Johann Kaspar (Jean-Gaspard) Reichsgraf Basselet von La Rosée (30 April 1710 – 12 April 1795) was a leading Bavarian general.

Basselet von La Rosée was born at Arlon, Duchy of Luxembourg. Advancing his career in the army of his new fatherland Bavaria, his positions included electoral Privy Councillor, Lieutenant Field Marshal and Director of the War Council.

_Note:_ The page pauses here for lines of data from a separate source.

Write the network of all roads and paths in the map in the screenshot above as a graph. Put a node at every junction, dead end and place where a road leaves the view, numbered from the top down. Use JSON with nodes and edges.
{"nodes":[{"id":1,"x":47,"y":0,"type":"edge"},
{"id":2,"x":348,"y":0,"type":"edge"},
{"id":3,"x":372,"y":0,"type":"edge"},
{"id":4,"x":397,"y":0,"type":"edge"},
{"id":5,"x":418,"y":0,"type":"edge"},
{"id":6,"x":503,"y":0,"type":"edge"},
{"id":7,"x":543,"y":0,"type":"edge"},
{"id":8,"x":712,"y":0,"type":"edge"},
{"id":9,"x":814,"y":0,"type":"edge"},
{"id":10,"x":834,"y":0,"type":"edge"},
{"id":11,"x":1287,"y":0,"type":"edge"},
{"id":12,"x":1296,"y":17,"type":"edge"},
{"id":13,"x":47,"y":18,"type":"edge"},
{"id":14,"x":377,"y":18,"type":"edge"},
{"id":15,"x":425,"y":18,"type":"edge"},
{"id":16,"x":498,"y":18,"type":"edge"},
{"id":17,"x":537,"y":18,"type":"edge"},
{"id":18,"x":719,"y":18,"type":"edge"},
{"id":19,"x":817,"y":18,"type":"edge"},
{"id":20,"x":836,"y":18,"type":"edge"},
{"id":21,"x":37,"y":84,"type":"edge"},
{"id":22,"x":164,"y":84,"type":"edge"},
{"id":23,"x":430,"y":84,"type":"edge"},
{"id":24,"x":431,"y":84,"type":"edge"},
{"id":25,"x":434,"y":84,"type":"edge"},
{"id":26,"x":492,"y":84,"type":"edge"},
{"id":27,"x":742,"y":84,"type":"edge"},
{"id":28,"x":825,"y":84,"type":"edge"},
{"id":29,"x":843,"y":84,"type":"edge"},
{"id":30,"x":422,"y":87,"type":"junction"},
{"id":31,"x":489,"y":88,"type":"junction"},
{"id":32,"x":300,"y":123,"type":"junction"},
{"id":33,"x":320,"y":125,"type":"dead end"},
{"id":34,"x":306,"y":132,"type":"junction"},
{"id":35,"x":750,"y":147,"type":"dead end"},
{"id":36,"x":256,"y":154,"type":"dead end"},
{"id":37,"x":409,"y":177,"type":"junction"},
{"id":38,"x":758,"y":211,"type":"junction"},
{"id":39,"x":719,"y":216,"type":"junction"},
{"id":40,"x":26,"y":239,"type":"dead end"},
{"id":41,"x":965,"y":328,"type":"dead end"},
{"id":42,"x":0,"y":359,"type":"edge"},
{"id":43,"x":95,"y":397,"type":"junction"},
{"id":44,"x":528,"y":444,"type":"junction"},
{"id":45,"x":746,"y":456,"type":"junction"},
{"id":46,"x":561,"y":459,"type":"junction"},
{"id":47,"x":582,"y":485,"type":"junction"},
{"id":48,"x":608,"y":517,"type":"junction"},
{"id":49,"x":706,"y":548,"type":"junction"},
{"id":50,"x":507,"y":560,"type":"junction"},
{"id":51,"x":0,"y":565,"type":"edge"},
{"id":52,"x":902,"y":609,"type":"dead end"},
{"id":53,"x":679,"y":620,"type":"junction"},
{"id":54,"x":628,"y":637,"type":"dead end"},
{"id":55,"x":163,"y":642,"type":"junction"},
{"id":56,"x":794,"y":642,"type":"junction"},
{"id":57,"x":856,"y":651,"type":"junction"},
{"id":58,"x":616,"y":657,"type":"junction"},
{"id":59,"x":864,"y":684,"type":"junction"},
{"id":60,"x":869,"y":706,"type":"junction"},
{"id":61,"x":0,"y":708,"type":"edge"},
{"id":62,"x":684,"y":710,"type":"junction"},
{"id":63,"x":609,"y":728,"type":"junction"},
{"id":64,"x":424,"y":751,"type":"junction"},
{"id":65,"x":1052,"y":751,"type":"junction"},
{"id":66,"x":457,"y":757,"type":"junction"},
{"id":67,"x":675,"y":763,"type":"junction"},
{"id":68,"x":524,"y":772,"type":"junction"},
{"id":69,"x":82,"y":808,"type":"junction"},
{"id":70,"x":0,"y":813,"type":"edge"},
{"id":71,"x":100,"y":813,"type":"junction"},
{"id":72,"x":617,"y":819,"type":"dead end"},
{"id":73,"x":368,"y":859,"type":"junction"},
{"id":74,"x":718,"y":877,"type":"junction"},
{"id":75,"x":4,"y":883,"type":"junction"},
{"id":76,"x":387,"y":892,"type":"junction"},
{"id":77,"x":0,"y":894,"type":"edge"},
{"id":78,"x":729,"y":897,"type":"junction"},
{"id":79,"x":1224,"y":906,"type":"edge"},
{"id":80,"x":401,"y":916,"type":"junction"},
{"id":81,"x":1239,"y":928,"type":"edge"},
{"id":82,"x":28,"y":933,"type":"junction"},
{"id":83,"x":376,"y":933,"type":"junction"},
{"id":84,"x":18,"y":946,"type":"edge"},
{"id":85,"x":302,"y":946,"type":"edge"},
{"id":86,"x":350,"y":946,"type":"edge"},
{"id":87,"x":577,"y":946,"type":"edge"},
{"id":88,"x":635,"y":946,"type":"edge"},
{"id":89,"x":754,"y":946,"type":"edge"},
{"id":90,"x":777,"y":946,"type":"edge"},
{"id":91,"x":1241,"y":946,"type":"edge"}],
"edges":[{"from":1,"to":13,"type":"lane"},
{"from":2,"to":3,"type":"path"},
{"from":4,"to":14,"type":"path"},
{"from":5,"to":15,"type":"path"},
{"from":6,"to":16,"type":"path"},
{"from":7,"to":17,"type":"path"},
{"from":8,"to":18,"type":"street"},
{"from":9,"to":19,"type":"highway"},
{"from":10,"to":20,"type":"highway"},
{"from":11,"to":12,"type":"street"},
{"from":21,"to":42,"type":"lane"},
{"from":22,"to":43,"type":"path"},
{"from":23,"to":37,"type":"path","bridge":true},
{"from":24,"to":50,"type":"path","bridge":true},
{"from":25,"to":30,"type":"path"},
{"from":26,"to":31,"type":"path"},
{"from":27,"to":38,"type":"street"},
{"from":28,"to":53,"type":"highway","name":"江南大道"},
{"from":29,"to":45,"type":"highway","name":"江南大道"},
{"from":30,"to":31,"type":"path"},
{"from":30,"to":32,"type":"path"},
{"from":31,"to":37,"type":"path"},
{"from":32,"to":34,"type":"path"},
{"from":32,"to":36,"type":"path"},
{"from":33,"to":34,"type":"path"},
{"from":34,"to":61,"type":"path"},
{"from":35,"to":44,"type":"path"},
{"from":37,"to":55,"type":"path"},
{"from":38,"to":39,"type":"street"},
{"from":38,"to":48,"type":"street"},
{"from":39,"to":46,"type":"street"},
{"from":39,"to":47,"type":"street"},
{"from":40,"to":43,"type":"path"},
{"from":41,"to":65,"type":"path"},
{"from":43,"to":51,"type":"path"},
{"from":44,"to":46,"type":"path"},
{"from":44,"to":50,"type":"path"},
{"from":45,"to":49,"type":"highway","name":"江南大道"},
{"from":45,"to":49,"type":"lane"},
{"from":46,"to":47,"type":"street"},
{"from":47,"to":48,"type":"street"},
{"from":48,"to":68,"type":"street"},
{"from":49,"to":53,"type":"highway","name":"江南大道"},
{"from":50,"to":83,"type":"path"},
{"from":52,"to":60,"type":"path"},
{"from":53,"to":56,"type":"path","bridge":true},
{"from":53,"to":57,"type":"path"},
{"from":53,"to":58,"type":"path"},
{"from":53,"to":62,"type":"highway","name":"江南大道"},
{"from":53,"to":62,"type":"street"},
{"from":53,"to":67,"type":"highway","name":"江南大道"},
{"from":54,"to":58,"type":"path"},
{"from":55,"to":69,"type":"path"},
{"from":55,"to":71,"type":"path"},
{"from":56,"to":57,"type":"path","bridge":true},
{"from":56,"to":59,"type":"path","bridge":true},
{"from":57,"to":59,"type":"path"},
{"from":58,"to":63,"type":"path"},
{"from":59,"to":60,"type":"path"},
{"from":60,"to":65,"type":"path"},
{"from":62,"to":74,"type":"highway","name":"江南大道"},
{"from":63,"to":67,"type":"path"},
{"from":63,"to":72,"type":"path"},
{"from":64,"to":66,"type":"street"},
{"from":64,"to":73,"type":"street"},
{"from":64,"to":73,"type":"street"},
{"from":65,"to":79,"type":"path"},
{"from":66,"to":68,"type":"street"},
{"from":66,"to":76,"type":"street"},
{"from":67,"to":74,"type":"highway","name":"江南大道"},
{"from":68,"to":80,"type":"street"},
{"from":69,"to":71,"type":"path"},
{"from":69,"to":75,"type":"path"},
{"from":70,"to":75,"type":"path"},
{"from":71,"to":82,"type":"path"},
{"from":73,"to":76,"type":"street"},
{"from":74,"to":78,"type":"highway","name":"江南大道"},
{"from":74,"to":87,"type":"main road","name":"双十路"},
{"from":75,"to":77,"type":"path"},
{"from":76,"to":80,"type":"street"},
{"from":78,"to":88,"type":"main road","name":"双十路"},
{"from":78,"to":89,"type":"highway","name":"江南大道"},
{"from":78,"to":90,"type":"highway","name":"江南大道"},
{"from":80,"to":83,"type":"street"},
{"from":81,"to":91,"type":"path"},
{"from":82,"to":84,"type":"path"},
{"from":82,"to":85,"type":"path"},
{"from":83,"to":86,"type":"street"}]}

In 1761, he was appointed an honorary member of the Bavarian Academy of Sciences and Humanities, in 1764 created an Imperial Count (title recognized in Bavaria in 1766). In approximately 1760, he purchased the villages of Feldafing and Possenhofen as well as Rose Island, thus becoming the owner of the longest connected waterfront of Lake Starnberg. In 1834, his heirs sold the whole property to Duke Maximilian in Bayern, while King Ludwig I became proprietor of the island.

In 1770, Count Basselet von La Rosée purchased the estate of Mauern near Moosburg.

He died, aged 84, in Munich. His tomb can still be found in the vault chapel of the Counts La Rosée in Inkofen, today part of Haag an der Amper.

He was married to a daughter of the salt trader Johann Baptista Ruffini, who was at the same time a niece of the Bavarian State Chancellor Franz Xaver Josef von Unertl. His son was the electoral Bavarian chamberlain, Privy Councillor and President of the High Court of Appellation Aloys Reichsgraf Basselet von La Rosée.